- Feldman's Department Store
- U.S. National Register of Historic Places
- Alabama Register of Landmarks and Heritage
- Location: 800 20th St., Haleyville, Alabama
- Coordinates: 34°13′35″N 87°37′30″W﻿ / ﻿34.22639°N 87.62500°W
- Area: 0.3 acres (0.12 ha)
- Built: 1911
- Architectural style: Early Commercial, Two-part Commercial Block
- NRHP reference No.: 09000607

Significant dates
- Added to NRHP: August 12, 2009
- Designated ARLH: September 28, 2004

= Feldman's Department Store =

Feldman's Department Store, currently known as The Downtown Exchange, is a historic commercial building in Haleyville, Alabama.
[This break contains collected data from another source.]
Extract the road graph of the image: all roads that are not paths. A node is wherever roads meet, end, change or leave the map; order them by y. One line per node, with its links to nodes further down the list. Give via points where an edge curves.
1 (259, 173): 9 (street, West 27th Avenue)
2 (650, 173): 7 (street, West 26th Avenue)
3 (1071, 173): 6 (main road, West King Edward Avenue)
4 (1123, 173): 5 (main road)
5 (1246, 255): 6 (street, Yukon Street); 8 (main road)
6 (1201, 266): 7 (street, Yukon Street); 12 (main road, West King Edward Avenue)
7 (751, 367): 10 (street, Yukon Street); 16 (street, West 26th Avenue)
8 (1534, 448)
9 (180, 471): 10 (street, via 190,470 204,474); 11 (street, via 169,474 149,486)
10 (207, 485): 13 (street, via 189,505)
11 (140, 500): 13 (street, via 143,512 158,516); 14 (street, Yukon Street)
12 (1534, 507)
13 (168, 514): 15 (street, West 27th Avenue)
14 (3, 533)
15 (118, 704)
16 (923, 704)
It was added to the National Register of Historic Places on August 12, 2009.

==History==
Feldman's, now known as The Downtown Exchange, is a two-story brick building that was completed in 1911 for John Dodd. It was the first brick building, and is the oldest surviving commercial building, in Haleyville. The building was purchased by Moses Feldman in 1914. He and his wife, Fanny Royal, were both Eastern European Jewish immigrants to the United States. They purchased Dodd's building in order to open a department store in the rapidly expanding town. The store occupied the entire first floor, with assorted professional and business offices housed on the second. The Feldmans' son Abe joined the business during the 1930s. The department store operated into the late 1990s, closing upon the death of the Feldmans' youngest son David.